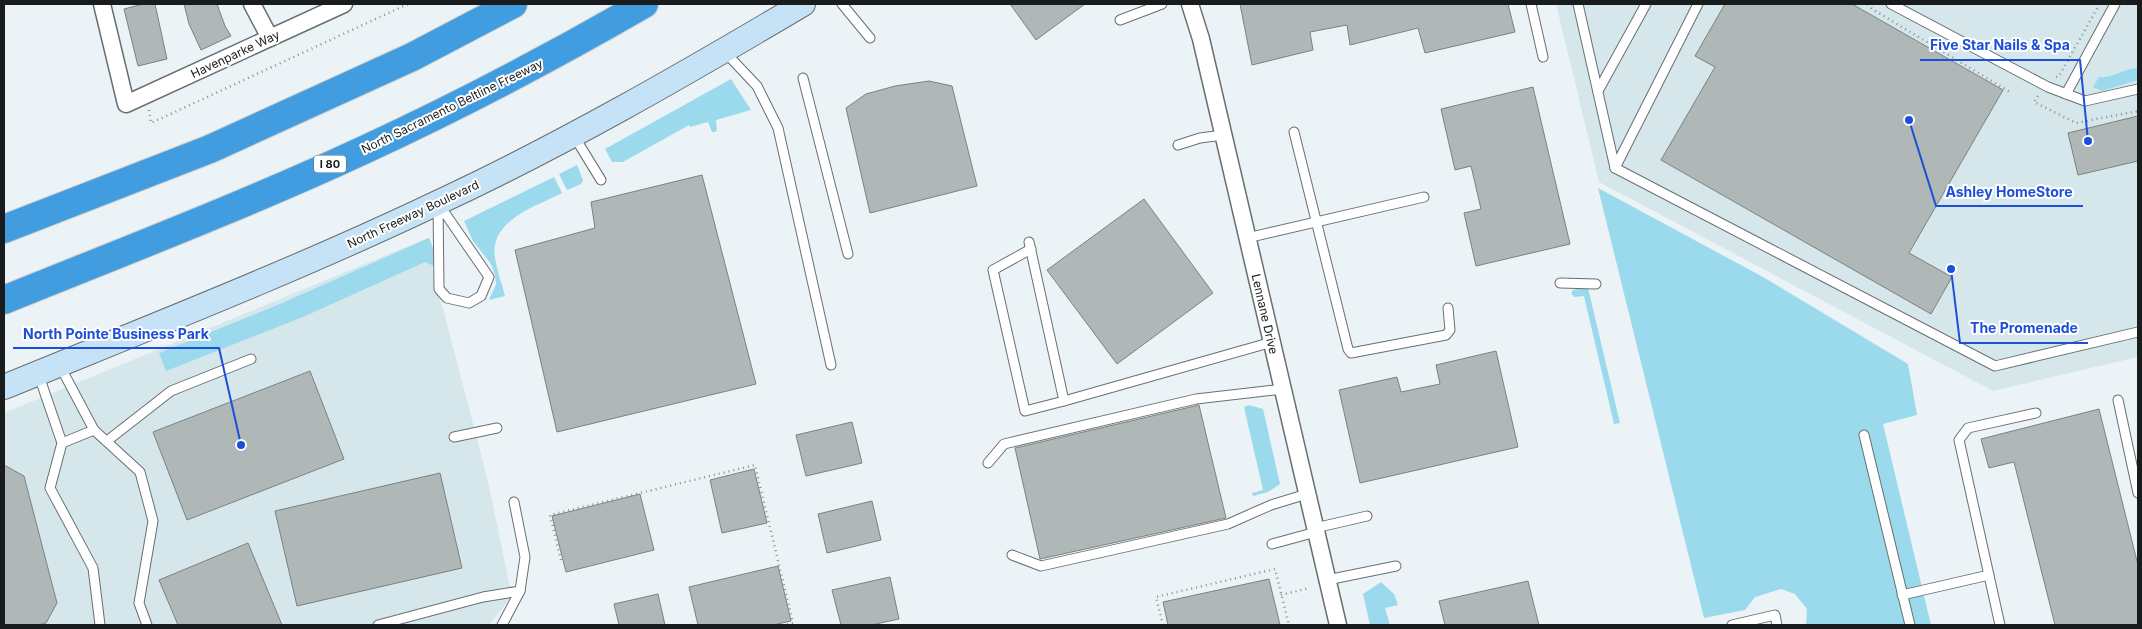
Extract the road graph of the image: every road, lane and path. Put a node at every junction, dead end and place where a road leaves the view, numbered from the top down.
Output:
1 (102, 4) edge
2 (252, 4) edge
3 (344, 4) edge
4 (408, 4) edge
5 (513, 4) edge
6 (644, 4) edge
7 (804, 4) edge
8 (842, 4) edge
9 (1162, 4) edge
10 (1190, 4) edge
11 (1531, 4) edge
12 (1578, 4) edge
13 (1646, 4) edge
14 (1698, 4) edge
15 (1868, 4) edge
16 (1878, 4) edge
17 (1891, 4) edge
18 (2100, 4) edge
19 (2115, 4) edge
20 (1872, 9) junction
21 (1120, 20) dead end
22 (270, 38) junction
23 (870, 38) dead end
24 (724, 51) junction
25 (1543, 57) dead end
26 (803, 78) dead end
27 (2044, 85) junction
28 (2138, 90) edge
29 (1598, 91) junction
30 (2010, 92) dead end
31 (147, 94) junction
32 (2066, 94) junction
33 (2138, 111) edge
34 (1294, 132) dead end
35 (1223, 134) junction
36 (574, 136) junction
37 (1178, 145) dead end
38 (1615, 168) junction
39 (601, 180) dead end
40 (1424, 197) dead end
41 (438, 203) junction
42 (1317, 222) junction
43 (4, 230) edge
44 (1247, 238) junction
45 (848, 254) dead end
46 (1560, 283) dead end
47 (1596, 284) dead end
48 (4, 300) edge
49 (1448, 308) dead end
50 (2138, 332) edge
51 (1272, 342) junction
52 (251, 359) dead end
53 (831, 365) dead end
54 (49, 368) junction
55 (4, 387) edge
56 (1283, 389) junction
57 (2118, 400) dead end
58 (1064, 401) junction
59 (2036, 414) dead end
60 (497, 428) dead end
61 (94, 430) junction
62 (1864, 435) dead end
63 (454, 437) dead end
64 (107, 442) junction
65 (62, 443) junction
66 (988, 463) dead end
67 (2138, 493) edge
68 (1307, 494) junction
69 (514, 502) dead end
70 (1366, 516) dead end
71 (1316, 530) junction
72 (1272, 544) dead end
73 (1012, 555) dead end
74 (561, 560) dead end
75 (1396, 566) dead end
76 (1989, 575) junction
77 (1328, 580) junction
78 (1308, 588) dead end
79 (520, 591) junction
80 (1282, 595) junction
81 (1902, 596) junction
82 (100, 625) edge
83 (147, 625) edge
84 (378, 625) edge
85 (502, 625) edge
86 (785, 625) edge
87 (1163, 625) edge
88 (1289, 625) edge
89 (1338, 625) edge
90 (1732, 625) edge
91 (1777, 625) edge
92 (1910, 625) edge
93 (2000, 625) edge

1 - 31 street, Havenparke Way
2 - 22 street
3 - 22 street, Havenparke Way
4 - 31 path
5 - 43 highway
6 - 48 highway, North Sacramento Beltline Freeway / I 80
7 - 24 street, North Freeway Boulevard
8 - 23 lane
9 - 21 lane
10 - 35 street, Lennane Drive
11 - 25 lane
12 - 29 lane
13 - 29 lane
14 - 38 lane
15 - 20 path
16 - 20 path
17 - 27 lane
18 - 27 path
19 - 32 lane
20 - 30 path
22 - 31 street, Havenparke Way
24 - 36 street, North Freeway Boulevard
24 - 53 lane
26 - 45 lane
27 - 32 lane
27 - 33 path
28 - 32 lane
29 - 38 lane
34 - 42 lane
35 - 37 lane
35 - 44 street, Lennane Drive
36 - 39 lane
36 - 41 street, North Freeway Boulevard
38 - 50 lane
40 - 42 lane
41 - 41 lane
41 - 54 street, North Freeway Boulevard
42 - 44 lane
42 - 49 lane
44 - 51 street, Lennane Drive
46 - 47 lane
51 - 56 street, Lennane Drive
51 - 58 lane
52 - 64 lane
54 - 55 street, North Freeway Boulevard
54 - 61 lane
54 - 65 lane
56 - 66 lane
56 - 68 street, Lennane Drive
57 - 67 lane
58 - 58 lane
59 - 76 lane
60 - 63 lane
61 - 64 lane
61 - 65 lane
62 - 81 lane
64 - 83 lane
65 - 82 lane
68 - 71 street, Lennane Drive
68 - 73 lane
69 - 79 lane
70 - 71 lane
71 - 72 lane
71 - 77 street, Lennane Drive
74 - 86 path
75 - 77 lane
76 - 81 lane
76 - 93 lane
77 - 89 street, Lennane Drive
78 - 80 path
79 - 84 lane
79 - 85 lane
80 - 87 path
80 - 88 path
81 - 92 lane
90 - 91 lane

-------------------------

▶ **About this exercise**:
Nothing in the entries above should change when they are printed again, except that the pictures are dropped.

▶ **Result of the task**:
Extract the road graph of the image: every road, lane and path. Put a node at every junction, dead end and place where a road leaves the view, numbered from the top down.
Output:
1 (102, 4) edge
2 (252, 4) edge
3 (344, 4) edge
4 (408, 4) edge
5 (513, 4) edge
6 (644, 4) edge
7 (804, 4) edge
8 (842, 4) edge
9 (1162, 4) edge
10 (1190, 4) edge
11 (1531, 4) edge
12 (1578, 4) edge
13 (1646, 4) edge
14 (1698, 4) edge
15 (1868, 4) edge
16 (1878, 4) edge
17 (1891, 4) edge
18 (2100, 4) edge
19 (2115, 4) edge
20 (1872, 9) junction
21 (1120, 20) dead end
22 (270, 38) junction
23 (870, 38) dead end
24 (724, 51) junction
25 (1543, 57) dead end
26 (803, 78) dead end
27 (2044, 85) junction
28 (2138, 90) edge
29 (1598, 91) junction
30 (2010, 92) dead end
31 (147, 94) junction
32 (2066, 94) junction
33 (2138, 111) edge
34 (1294, 132) dead end
35 (1223, 134) junction
36 (574, 136) junction
37 (1178, 145) dead end
38 (1615, 168) junction
39 (601, 180) dead end
40 (1424, 197) dead end
41 (438, 203) junction
42 (1317, 222) junction
43 (4, 230) edge
44 (1247, 238) junction
45 (848, 254) dead end
46 (1560, 283) dead end
47 (1596, 284) dead end
48 (4, 300) edge
49 (1448, 308) dead end
50 (2138, 332) edge
51 (1272, 342) junction
52 (251, 359) dead end
53 (831, 365) dead end
54 (49, 368) junction
55 (4, 387) edge
56 (1283, 389) junction
57 (2118, 400) dead end
58 (1064, 401) junction
59 (2036, 414) dead end
60 (497, 428) dead end
61 (94, 430) junction
62 (1864, 435) dead end
63 (454, 437) dead end
64 (107, 442) junction
65 (62, 443) junction
66 (988, 463) dead end
67 (2138, 493) edge
68 (1307, 494) junction
69 (514, 502) dead end
70 (1366, 516) dead end
71 (1316, 530) junction
72 (1272, 544) dead end
73 (1012, 555) dead end
74 (561, 560) dead end
75 (1396, 566) dead end
76 (1989, 575) junction
77 (1328, 580) junction
78 (1308, 588) dead end
79 (520, 591) junction
80 (1282, 595) junction
81 (1902, 596) junction
82 (100, 625) edge
83 (147, 625) edge
84 (378, 625) edge
85 (502, 625) edge
86 (785, 625) edge
87 (1163, 625) edge
88 (1289, 625) edge
89 (1338, 625) edge
90 (1732, 625) edge
91 (1777, 625) edge
92 (1910, 625) edge
93 (2000, 625) edge

1 - 31 street, Havenparke Way
2 - 22 street
3 - 22 street, Havenparke Way
4 - 31 path
5 - 43 highway
6 - 48 highway, North Sacramento Beltline Freeway / I 80
7 - 24 street, North Freeway Boulevard
8 - 23 lane
9 - 21 lane
10 - 35 street, Lennane Drive
11 - 25 lane
12 - 29 lane
13 - 29 lane
14 - 38 lane
15 - 20 path
16 - 20 path
17 - 27 lane
18 - 27 path
19 - 32 lane
20 - 30 path
22 - 31 street, Havenparke Way
24 - 36 street, North Freeway Boulevard
24 - 53 lane
26 - 45 lane
27 - 32 lane
27 - 33 path
28 - 32 lane
29 - 38 lane
34 - 42 lane
35 - 37 lane
35 - 44 street, Lennane Drive
36 - 39 lane
36 - 41 street, North Freeway Boulevard
38 - 50 lane
40 - 42 lane
41 - 41 lane
41 - 54 street, North Freeway Boulevard
42 - 44 lane
42 - 49 lane
44 - 51 street, Lennane Drive
46 - 47 lane
51 - 56 street, Lennane Drive
51 - 58 lane
52 - 64 lane
54 - 55 street, North Freeway Boulevard
54 - 61 lane
54 - 65 lane
56 - 66 lane
56 - 68 street, Lennane Drive
57 - 67 lane
58 - 58 lane
59 - 76 lane
60 - 63 lane
61 - 64 lane
61 - 65 lane
62 - 81 lane
64 - 83 lane
65 - 82 lane
68 - 71 street, Lennane Drive
68 - 73 lane
69 - 79 lane
70 - 71 lane
71 - 72 lane
71 - 77 street, Lennane Drive
74 - 86 path
75 - 77 lane
76 - 81 lane
76 - 93 lane
77 - 89 street, Lennane Drive
78 - 80 path
79 - 84 lane
79 - 85 lane
80 - 87 path
80 - 88 path
81 - 92 lane
90 - 91 lane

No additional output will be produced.